_Task goal_
The records that follow are to be reproduced exactly. Any pictures in them are left out.

#### Excerpted records

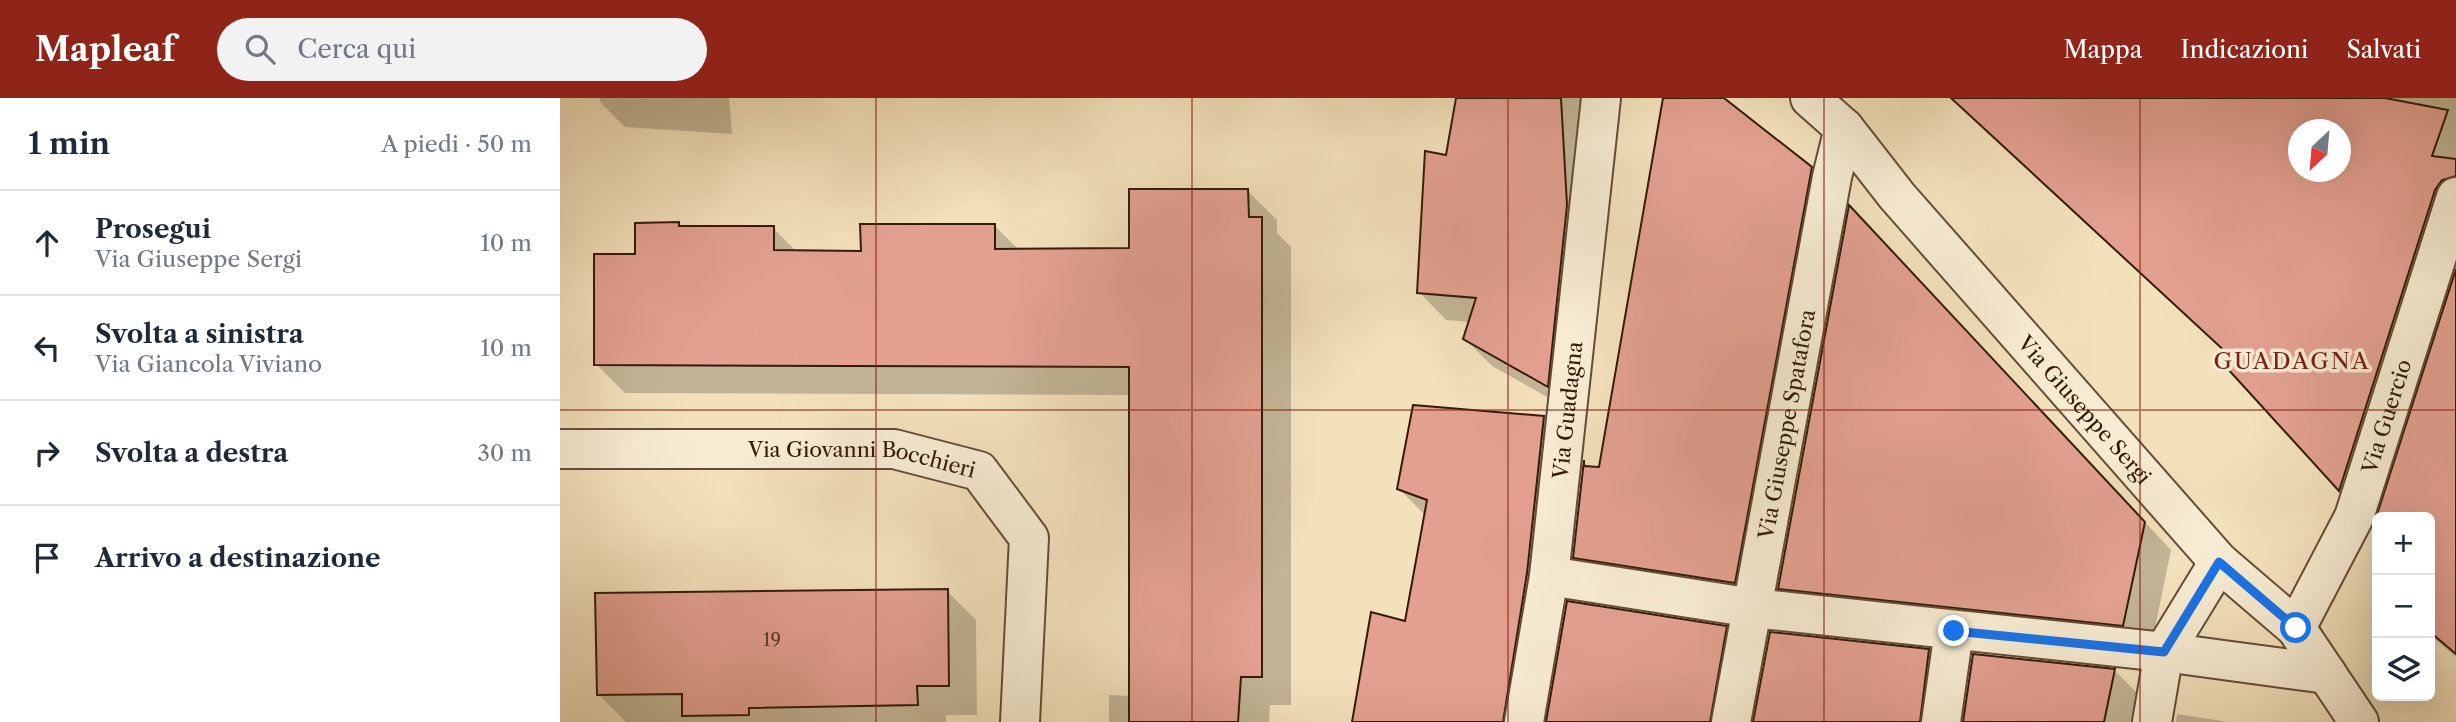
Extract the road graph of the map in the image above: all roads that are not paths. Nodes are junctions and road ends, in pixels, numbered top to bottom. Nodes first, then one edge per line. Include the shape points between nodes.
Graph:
1 (1601, 98) edge
2 (1810, 98) edge
3 (1844, 128) junction
4 (2456, 197) edge
5 (560, 449) edge
6 (2219, 562) junction
7 (1549, 576) junction
8 (1753, 608) junction
9 (2296, 628) junction
10 (1954, 631) junction
11 (2164, 652) junction
12 (2327, 674) junction
13 (1020, 722) edge
14 (1524, 722) edge
15 (1731, 722) edge
16 (1941, 722) edge
17 (2152, 722) edge
18 (2359, 722) edge

1 - 7 street, Via Guadagna
2 - 3 street, Via Giuseppe Sergi
3 - 6 street, Via Giuseppe Sergi via 1897,196
3 - 8 street, Via Giuseppe Spatafora
4 - 9 street, Via Guercio via 2354,517
5 - 13 street, Via Giovanni Bocchieri via 894,449 979,471 1029,538
6 - 9 street, Via Giuseppe Sergi
6 - 11 street
7 - 8 street
7 - 14 street, Via Guadagna
8 - 10 street
8 - 15 street, Via Giuseppe Spatafora
9 - 12 street, Via Giuseppe Sergi
10 - 11 street
10 - 16 street
11 - 12 street
11 - 17 street
12 - 18 street, Via Giuseppe Sergi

########

_Output_
Extract the road graph of the map in the image above: all roads that are not paths. Nodes are junctions and road ends, in pixels, numbered top to bottom. Nodes first, then one edge per line. Include the shape points between nodes.
Graph:
1 (1601, 98) edge
2 (1810, 98) edge
3 (1844, 128) junction
4 (2456, 197) edge
5 (560, 449) edge
6 (2219, 562) junction
7 (1549, 576) junction
8 (1753, 608) junction
9 (2296, 628) junction
10 (1954, 631) junction
11 (2164, 652) junction
12 (2327, 674) junction
13 (1020, 722) edge
14 (1524, 722) edge
15 (1731, 722) edge
16 (1941, 722) edge
17 (2152, 722) edge
18 (2359, 722) edge

1 - 7 street, Via Guadagna
2 - 3 street, Via Giuseppe Sergi
3 - 6 street, Via Giuseppe Sergi via 1897,196
3 - 8 street, Via Giuseppe Spatafora
4 - 9 street, Via Guercio via 2354,517
5 - 13 street, Via Giovanni Bocchieri via 894,449 979,471 1029,538
6 - 9 street, Via Giuseppe Sergi
6 - 11 street
7 - 8 street
7 - 14 street, Via Guadagna
8 - 10 street
8 - 15 street, Via Giuseppe Spatafora
9 - 12 street, Via Giuseppe Sergi
10 - 11 street
10 - 16 street
11 - 12 street
11 - 17 street
12 - 18 street, Via Giuseppe Sergi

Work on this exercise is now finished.